[WHAT TO DO] Search the records for the word "Elşad" and copy each line in which it appears.

#### MATERIAL PROVIDED ####

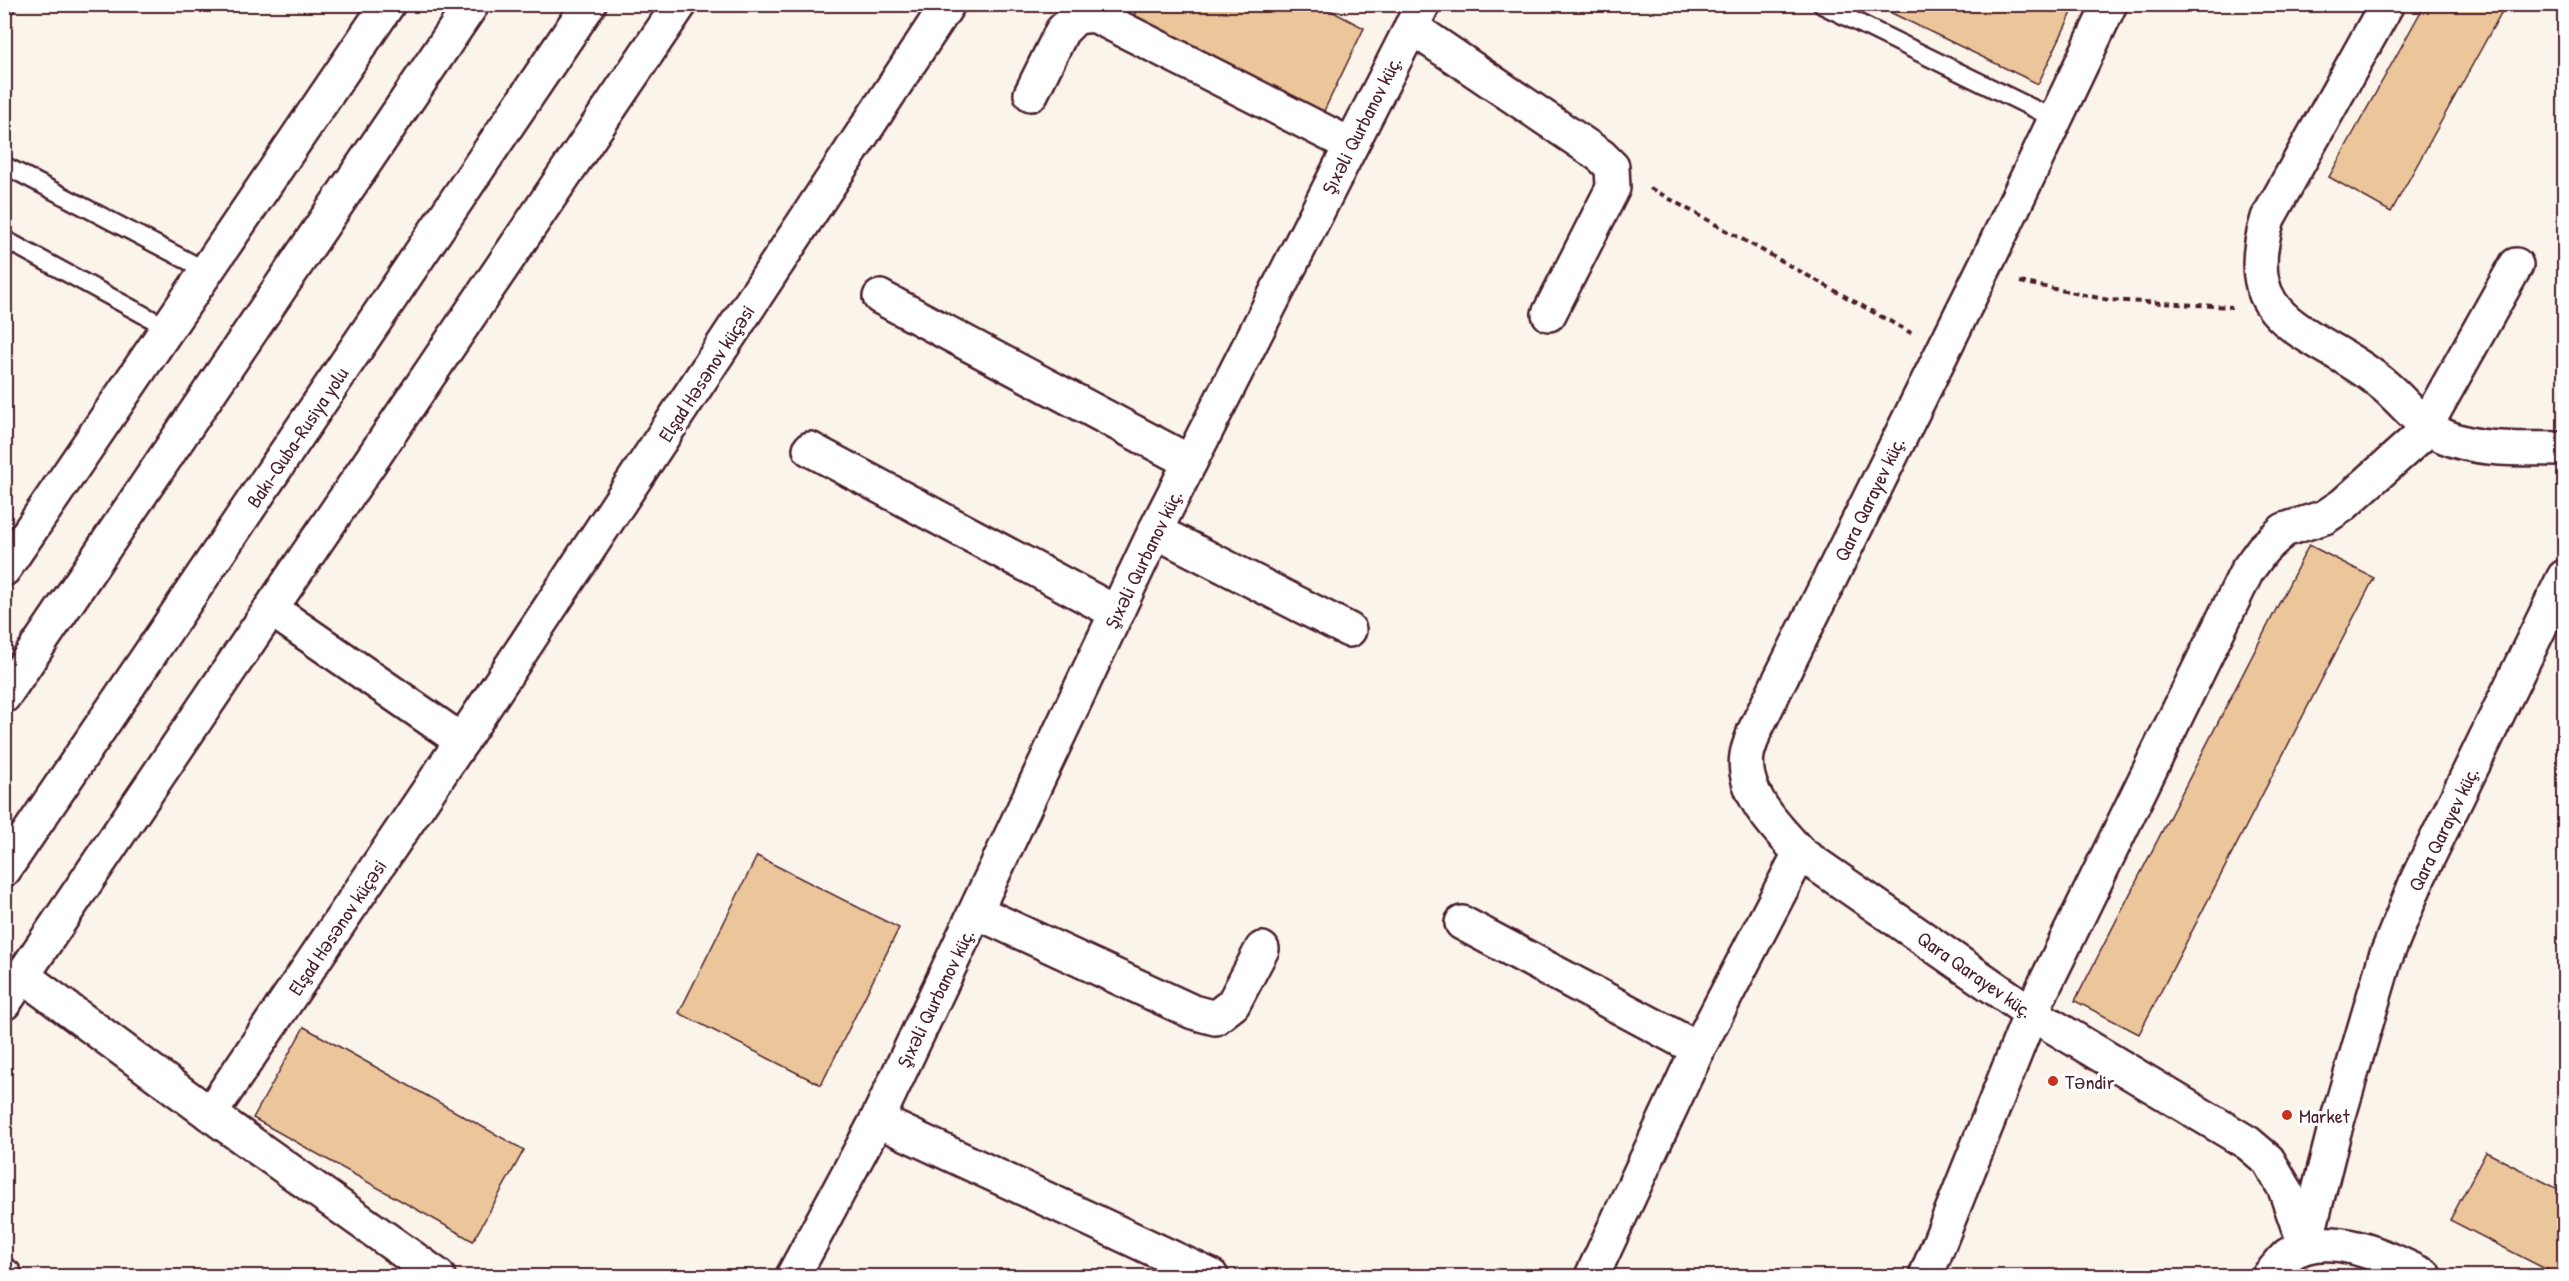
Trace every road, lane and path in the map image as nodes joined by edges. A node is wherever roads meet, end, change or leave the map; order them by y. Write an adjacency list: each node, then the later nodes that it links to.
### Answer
1 (388, 4): 17 (main road)
2 (472, 4): 34 (main road)
3 (590, 4): 37 (main road, Bakı-Quba-Rusiya yolu)
4 (680, 4): 31 (main road)
5 (948, 4): 35 (main road, Elşad Həsənov küçəsi)
6 (2110, 4): 11 (main road, Qara Qarayev küç.)
7 (2387, 4): 20 (main road)
8 (1822, 5): 11 (lane)
9 (1417, 16): 12 (main road, Şıxəli Qurbanov küç.); 14 (main road)
10 (1031, 94): 12 (main road)
11 (2055, 119): 18 (main road, Qara Qarayev küç.)
12 (1351, 145): 27 (main road, Şıxəli Qurbanov küç.)
13 (4, 165): 17 (lane)
14 (1612, 167): 21 (main road); 23 (path)
15 (4, 239): 22 (lane)
16 (2516, 265): 24 (main road)
17 (207, 271): 22 (main road)
18 (1981, 275): 20 (path); 23 (main road, Qara Qarayev küç.)
19 (880, 297): 27 (main road)
20 (2273, 309): 24 (main road)
21 (1549, 314)
22 (168, 328): 29 (main road)
23 (1943, 351): 36 (main road, Qara Qarayev küç.)
24 (2428, 429): 26 (main road); 43 (main road)
25 (810, 449): 32 (main road)
26 (2565, 449)
27 (1190, 462): 28 (main road, Şıxəli Qurbanov küç.)
28 (1155, 531): 32 (main road, Şıxəli Qurbanov küç.); 33 (main road)
29 (4, 569)
30 (2565, 577): 47 (main road, Qara Qarayev küç.)
31 (271, 609): 35 (main road); 41 (main road)
32 (1117, 613): 38 (main road, Şıxəli Qurbanov küç.)
33 (1349, 630)
34 (4, 696)
35 (462, 741): 45 (main road, Elşad Həsənov küçəsi)
36 (1800, 853): 43 (main road, Qara Qarayev küç.); 44 (main road)
37 (4, 870)
38 (977, 912): 40 (main road); 46 (main road, Şıxəli Qurbanov küç.)
39 (1462, 923): 44 (main road)
40 (1262, 949)
41 (23, 976): 42 (main road); 45 (main road)
42 (4, 1003)
43 (2031, 1013): 47 (main road, Qara Qarayev küç.); 52 (main road)
44 (1698, 1049): 51 (main road)
45 (210, 1114): 48 (main road)
46 (877, 1120): 49 (main road, Şıxəli Qurbanov küç.); 50 (main road)
47 (2305, 1246): 53 (main road); 54 (main road)
48 (438, 1276)
49 (793, 1276)
50 (1211, 1276)
51 (1592, 1276)
52 (1926, 1276)
53 (2269, 1276)
54 (2425, 1276)

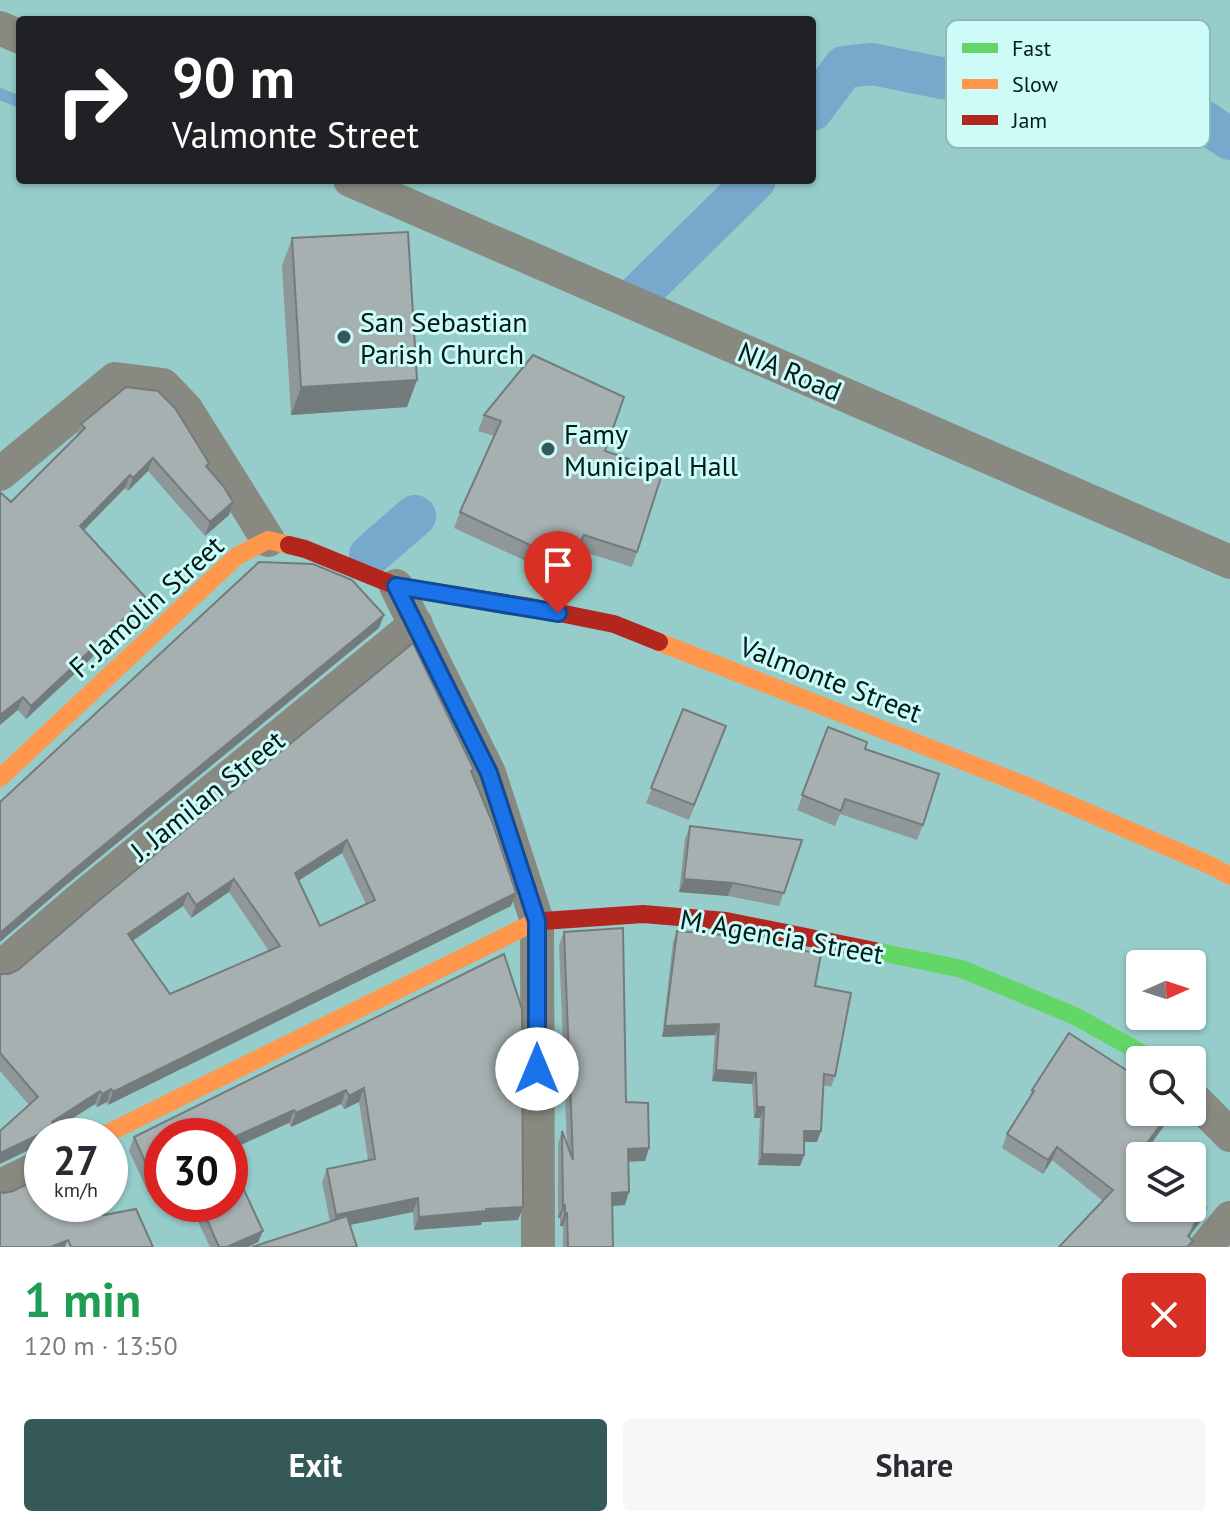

####

[EXERCISE SOLUTION]
5 (948, 4): 35 (main road, Elşad Həsənov küçəsi)
35 (462, 741): 45 (main road, Elşad Həsənov küçəsi)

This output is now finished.